Noted Malayalam poet and activist Sugathakumari passed away due to Covid related complications today at Thiruvananthapuram Government Medical College. She had tested positive for Covid-19 on December 21 and her condition remained critical.
An environmentalist and frontline worker of feminist movements in Kerala, Sugathakumari was born in Aranmula on January 22, 1934. She was born to freedom fighter Kesava Pillai, who is also known as Bodheswaran and VK Karthiyayini, a Sanskrit scholar.
Sugathakumari was the founder secretary of Prakrithi Samrakshana Samithi, an organisation established to protect the nature and Abhaya, a shelter home for poor women and a day-care centre for mentally retarded. In 2001, Sugathakumari was made the Chairperson of Kerala State Women’s Commission.
In 1992, during the foundation stone laying ceremony for Abhayagramam, Dalai Lama said, “I am not a refugee. Let this land be a refuge for the homeless and unfortunate.” A true crusader for weaker sections of the society, Sugathakumari, tirelessly worked for the successful completion of the initiative. The venture Abhaya, expanded its wings and started taking the responsibility of drug addicts, socially disowned children and offered free accommodation to women.
In 1957, Sugathakumari’s first poem published under a pseudonym in a weekly journal gained attention. Later, she won the Kerala Sahithya Akademi award for her work Pathirappookkal and in 1978, Raathrimazha won the Kendra Sahithya Academy Award. As a poetess, she has made contribution to children’s literature for which she received an Award for Lifetime Contribution to Children’s Literature. She was also the founder chief editor of Thaliru, a children’s magazine published by Kerala State Institute of Children’s Literature.
The celebrated poetess of Kerala had a clear vision of developmental activities that are taking place in the society and always made sure that her voice was heard. Throughout her poetic works, she held a mirror to the society in which she is a part of.
Not only have her works gained attention, her campaigns which included ones against the Ganja cultivators in the Attappady tribal belt in the Palakkad district, her initiatives aiming eco-restoration programmes in and around Silent Valley and many more.
In the world of letters, she will be remembered for her acclaimed works such as Muthuchippi (Pearl Oyster) (1961), Pathirappookkal (Midnight Flowers) (1967), Paavam Maanavahridayam (Poor Human Heart) (1968), Irul Chirakukal (The Wings of Darkness) (1969), Raathrimazha (Night Rain) (1977), Ambalamani (Temple Bell) (1981), Kurinjippookkal (Kurinji Flowers) (1987), Thulaavarshappacha (The Monsoon Green) (1990) and Radhayevide (Where is Radha?) (1995).
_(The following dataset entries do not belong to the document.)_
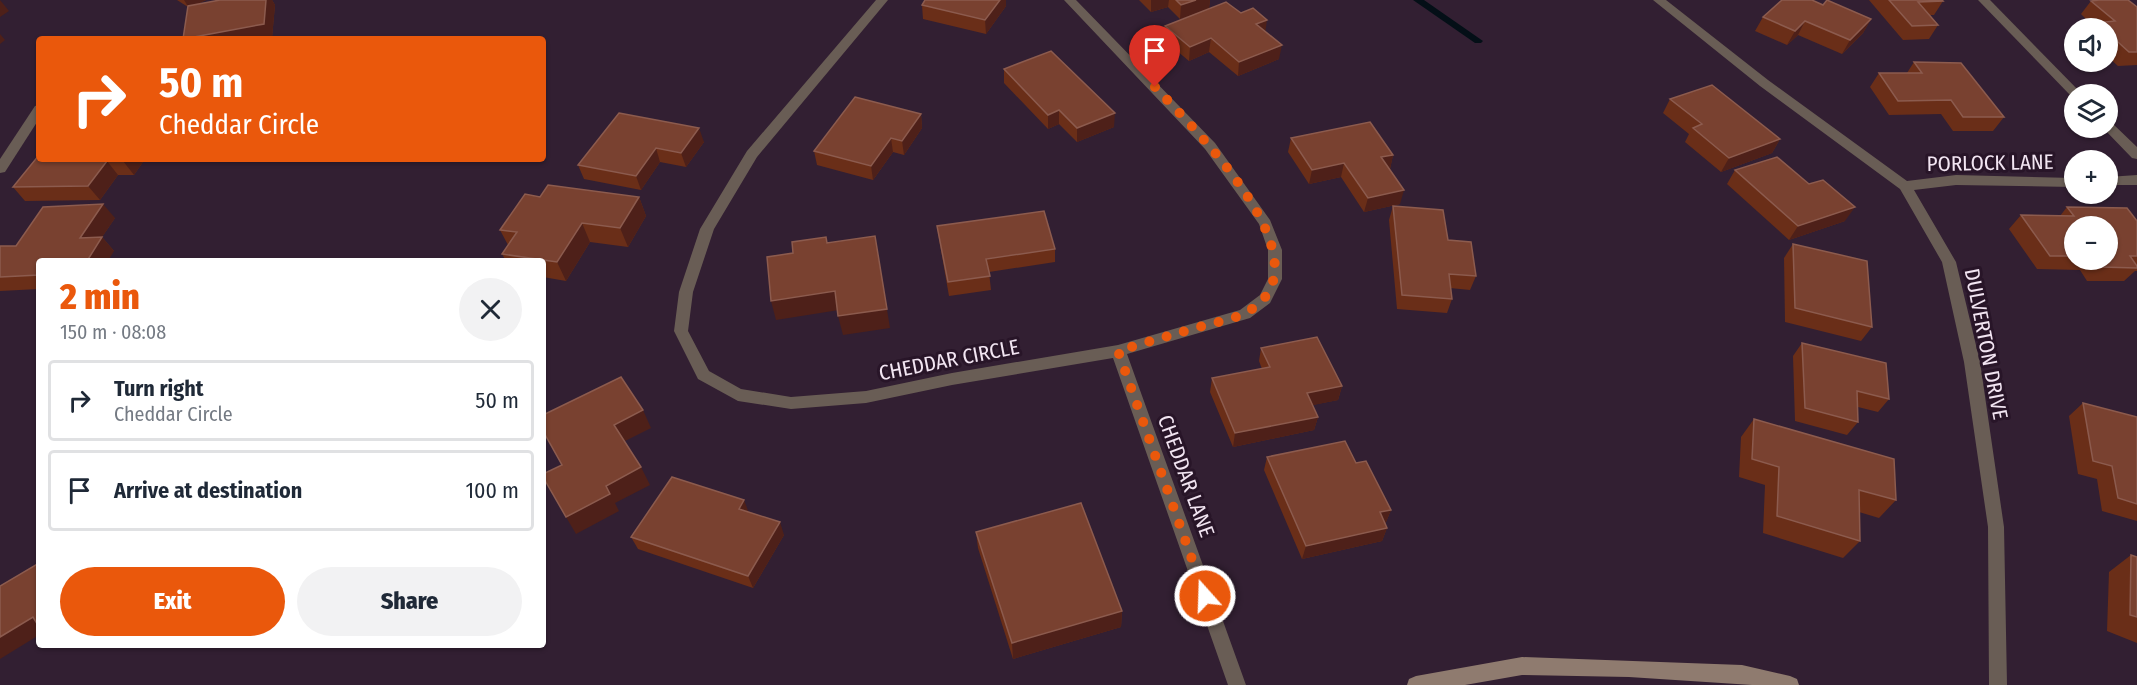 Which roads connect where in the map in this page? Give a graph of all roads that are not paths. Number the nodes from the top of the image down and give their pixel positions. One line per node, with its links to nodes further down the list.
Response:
1 (882, 0): 14 (street, CHEDDAR CIRCLE)
2 (1070, 0): 14 (street, CHEDDAR CIRCLE)
3 (1659, 0): 13 (street, DULVERTON DRIVE)
4 (1984, 0): 5 (street)
5 (2066, 84)
6 (36, 114): 9 (street)
7 (2118, 136): 8 (street)
8 (2137, 155)
9 (0, 169)
10 (2137, 180): 11 (street)
11 (2118, 181)
12 (2064, 182): 13 (street, PORLOCK LANE)
13 (1905, 186): 18 (street, DULVERTON DRIVE)
14 (1118, 351): 15 (street, CHEDDAR LANE)
15 (1237, 685)
16 (1416, 685): 17 (main road)
17 (1790, 685)
18 (1998, 685) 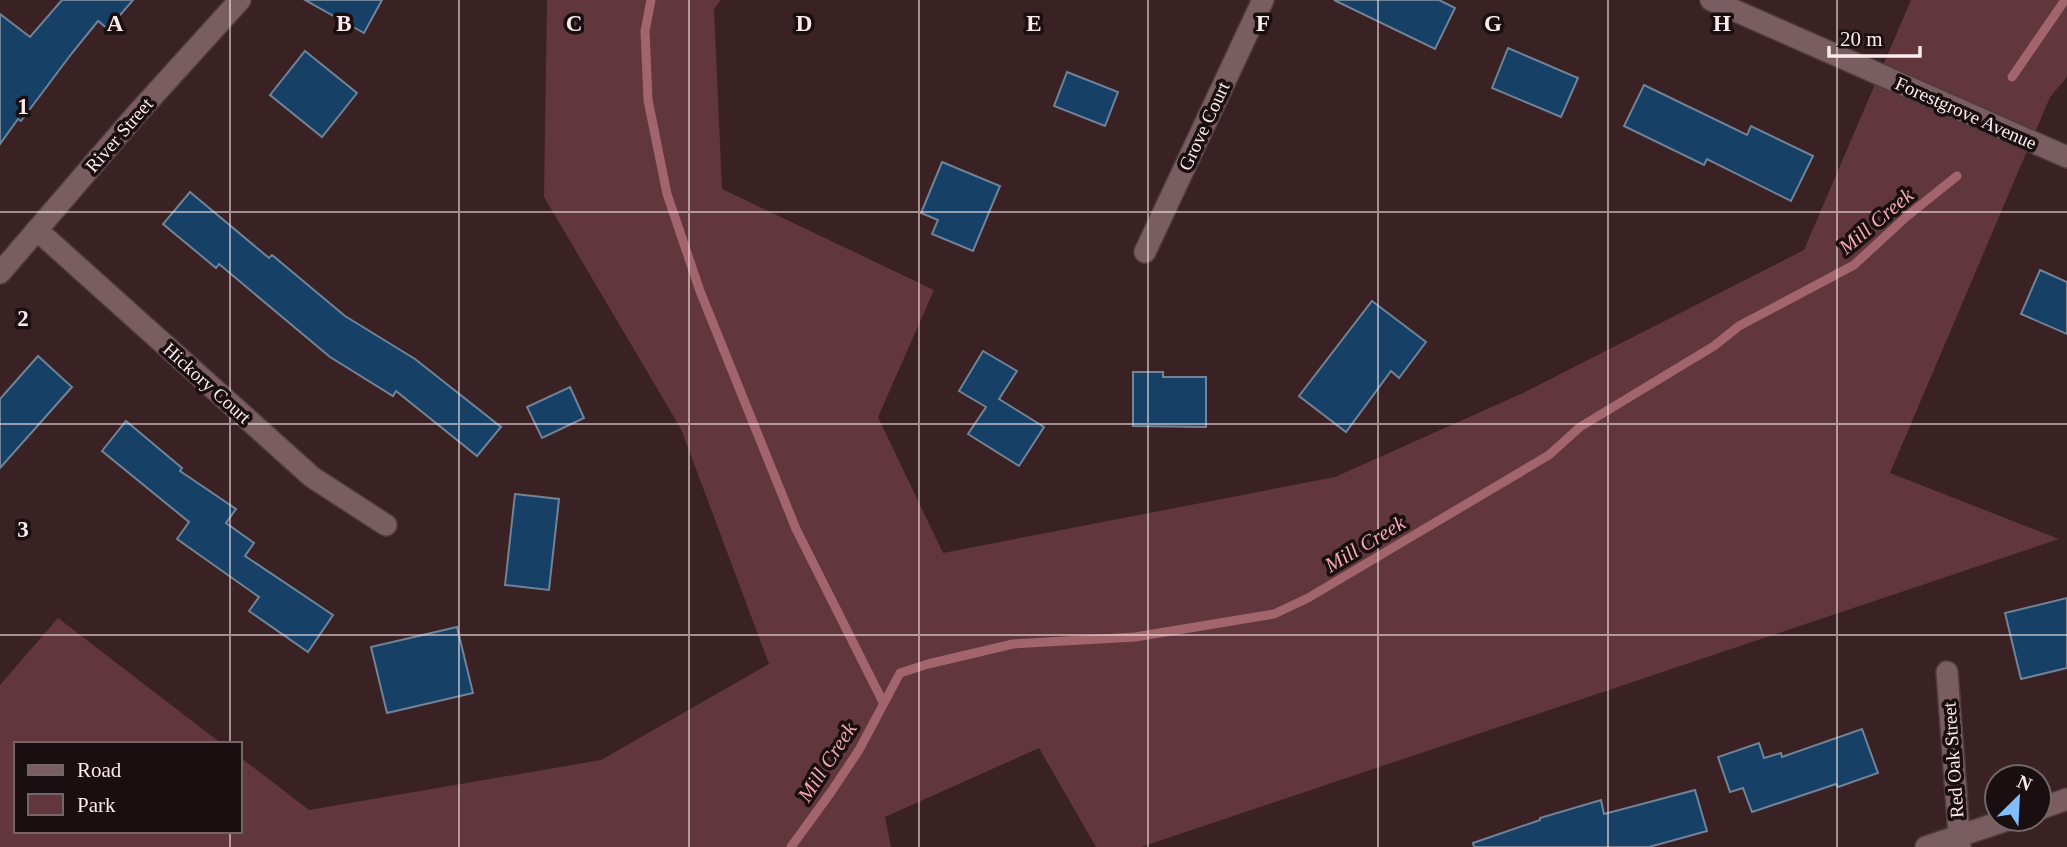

As a poetess, Sugathakumari was bestowed with the Kendra Sahitya Akademi Award in 1978, Odakkuzhal Award in 1982, Vayalar Award in 1984, Lalithambika Antharjanam Award in 2001, Vallathol Award in 2003, Kerala Sahitya Akademi Fellowship in 2004 and Balamaniamma Award in 2004. In 2006, she was honoured with the prestigious national award, the Padmashri, recognising her tireless determination to uplift those treated unfairly in the society.
Her husband Dr Velayudhan Nair, was a writer and educationist. The couple's daughter Lekshmi Devi is a poet too.
Till her last breathe, the poet, teacher and the social activist in Sugathakumari was performing all her roles with the same energy and vivacity she used to.